We‘re shifting from the old world of “your nation, your people” to “we’re a planet, we’re the people on this planet, and together we have to make, we have to define, what we think and how we see ourselves in the universe”. So it‘s a fascinating moment for architecture and it means that actually we have to remake the city.
You have recently stated that the UK needs a museum that represents African history and culture, as the Smithsonian did for the United States. How does this statement fit into this context? The UK needs its own acknowledgment that others exist and they contribute to the identity of the United Kingdom, in addition to European white culture. I think the project for the Smithsonian, the African-American Museum of History and Culture, confirmed one thing, which is to mobilise the pride, not in being separate but the pride in unity. I find this pride of being American in people of colour astonishing. Actually we’ve totally misunderstood the power of architecture as a representation and acknowledgment of others. London claims to be the most metropolitan place in Europe, the most diverse, which I recognise, but its architecture is still the architecture of empire, and what I call the neo-empire aesthetic. And it has to do with the idea that we propagated in the 19th century, the idea of “nations”, which we now know are fictions.
How do you think a museum of African culture and history in the UK would differ from the African-American one?

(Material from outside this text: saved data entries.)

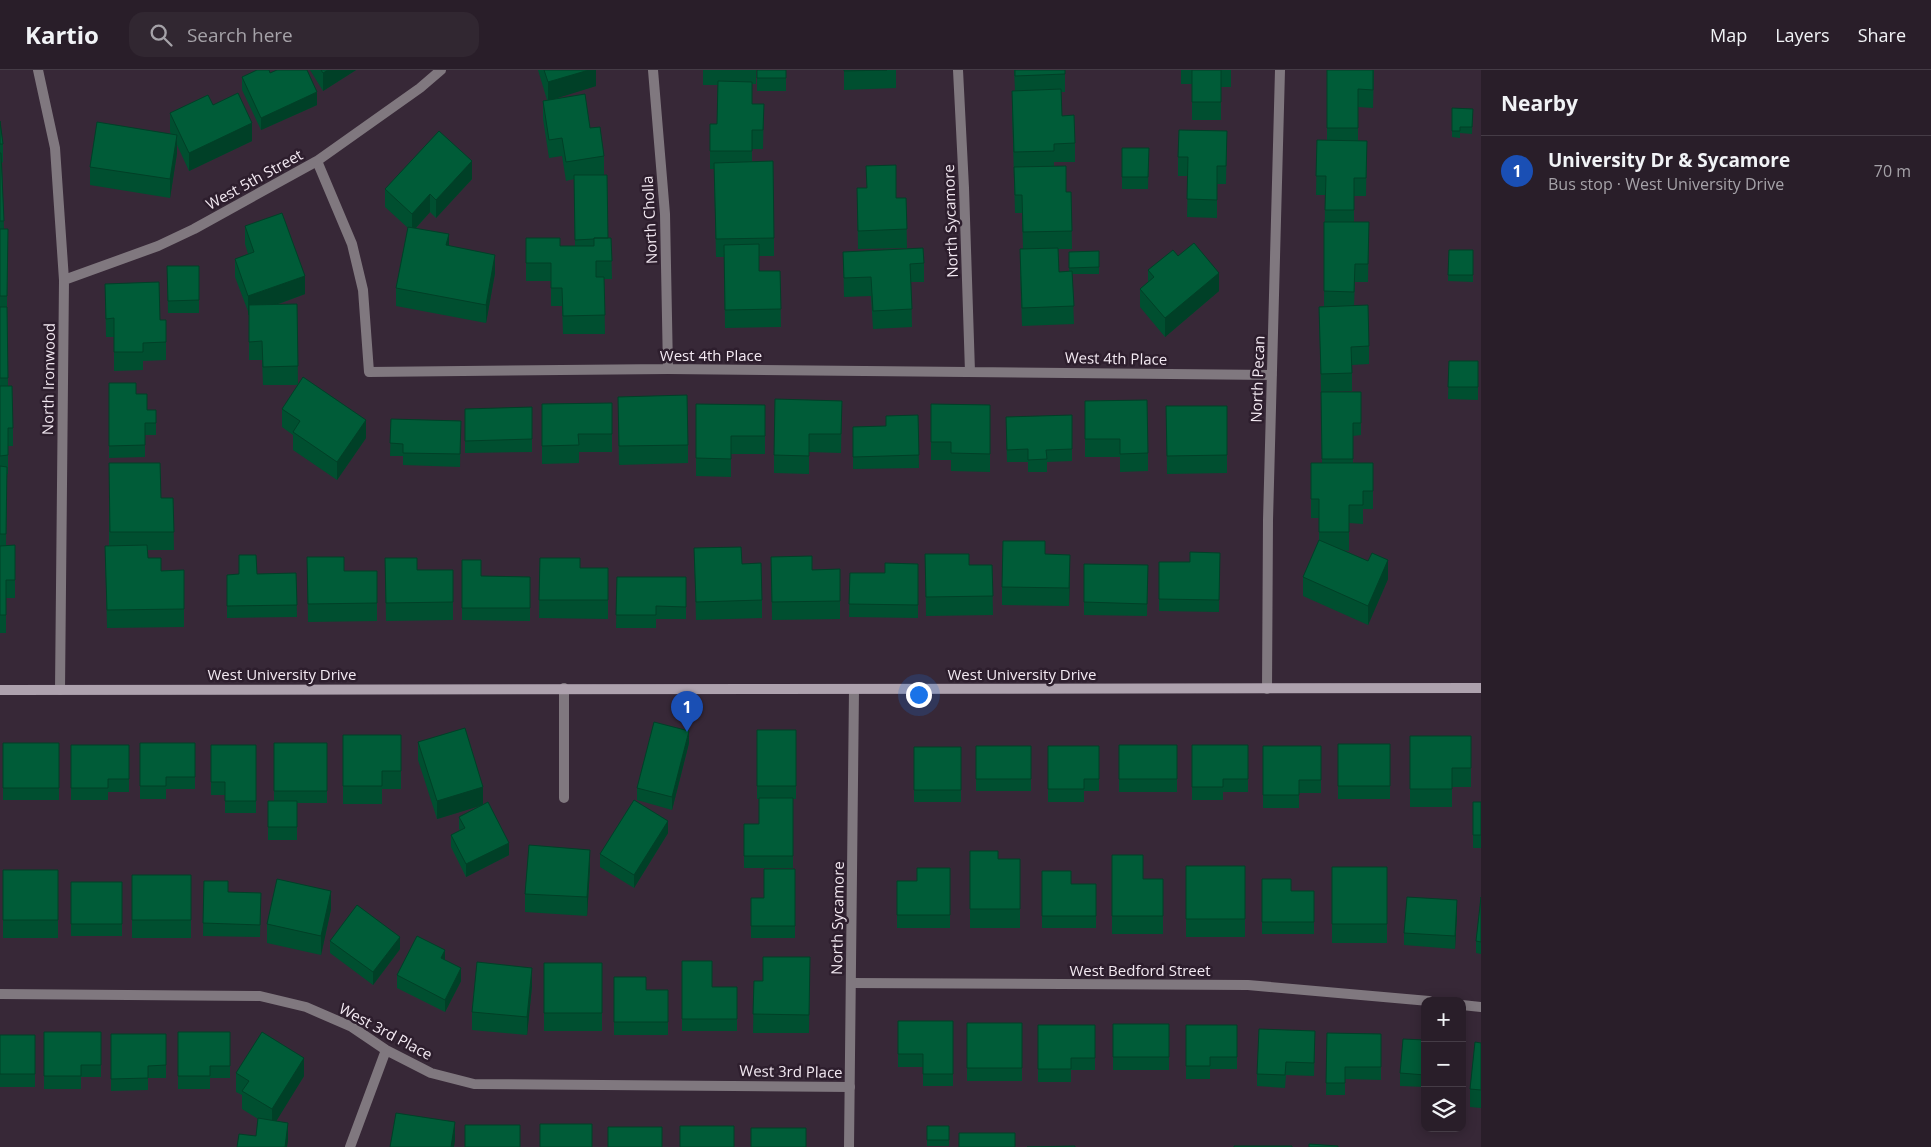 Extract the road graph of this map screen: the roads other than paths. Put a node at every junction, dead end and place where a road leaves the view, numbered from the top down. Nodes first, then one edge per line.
1 (38, 70) edge
2 (441, 70) edge
3 (653, 70) edge
4 (958, 70) edge
5 (1280, 70) edge
6 (317, 161) junction
7 (64, 280) junction
8 (668, 369) junction
9 (970, 372) junction
10 (1272, 375) junction
11 (564, 688) junction
12 (1481, 688) edge
13 (854, 689) junction
14 (1267, 689) junction
15 (0, 690) edge
16 (60, 690) junction
17 (564, 798) dead end
18 (851, 983) junction
19 (0, 994) edge
20 (1421, 1000) edge
21 (1466, 1005) edge
22 (1481, 1007) edge
23 (386, 1050) junction
24 (850, 1087) junction
25 (350, 1147) edge
26 (849, 1147) edge

1 - 7 street, North Ironwood
2 - 6 street, West 5th Street
3 - 8 street, North Cholla
4 - 9 street, North Sycamore
5 - 10 street, North Pecan
6 - 7 street, West 5th Street
6 - 8 street, West 4th Place
7 - 16 street, North Ironwood
8 - 9 street, West 4th Place
9 - 10 street, West 4th Place
10 - 14 street, North Pecan
11 - 13 main road, West University Drive
11 - 16 main road, West University Drive
11 - 17 street
12 - 14 main road, West University Drive
13 - 14 main road, West University Drive
13 - 18 street, North Sycamore
15 - 16 main road, West University Drive
18 - 20 street, West Bedford Street
18 - 24 street, North Sycamore
19 - 23 street, West 3rd Place
21 - 22 street
23 - 24 street, West 3rd Place
23 - 25 street
24 - 26 street, North Sycamore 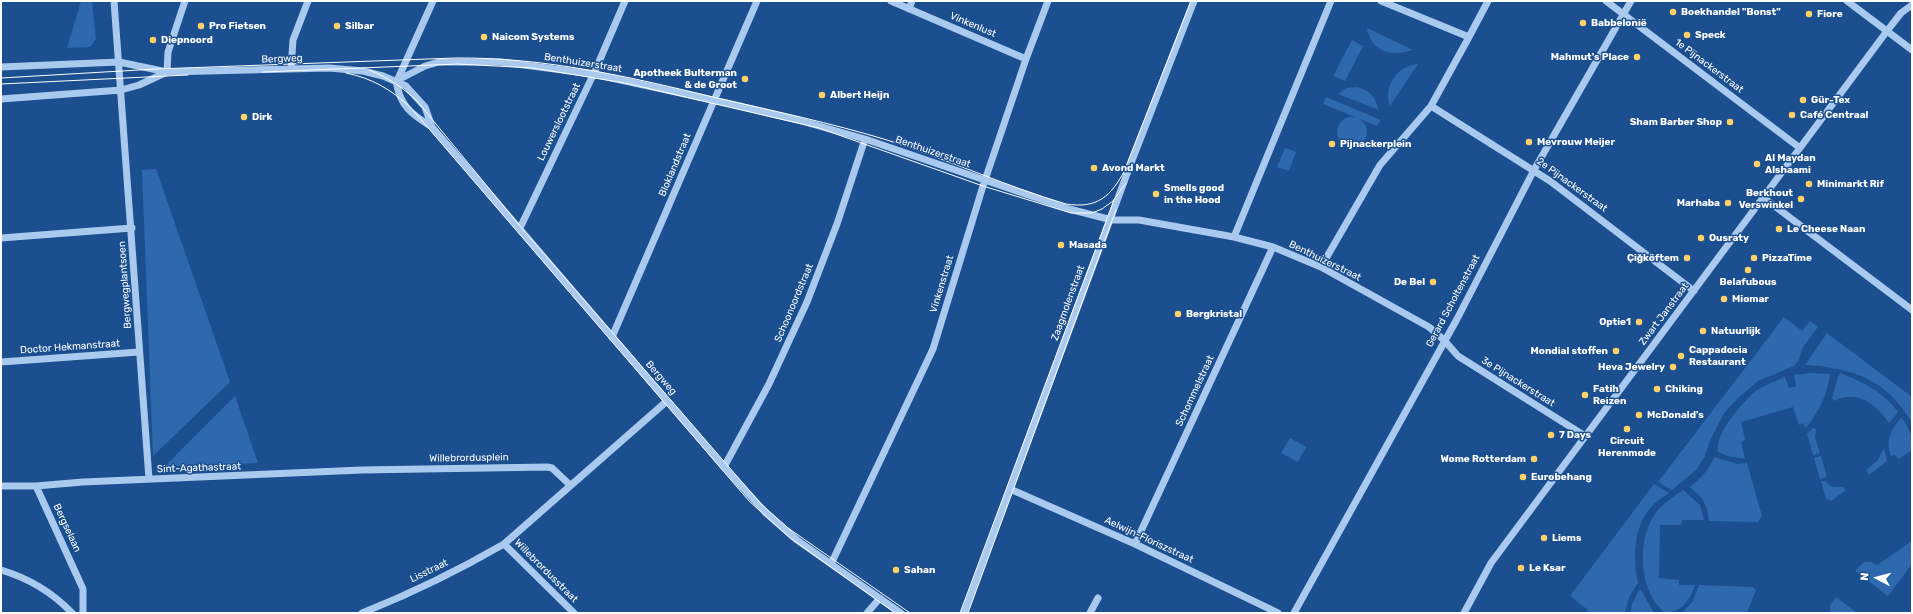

I haven’t designed it yet! I just wanted to put a provocation into the public consciousness. It‘s still a huge conversation and it’s still going on, so you never know. it might happen soon or in the future. The architect might not be me, that doesn’t matter. It’s just to throw things into the debate. You have to emanate from invisible to visible, and then maybe to form.
David Adjaye born in Tanzania to Ghanaian parents, opened his first office in 1994 and refounded it in 2000 as Adjaye Associates.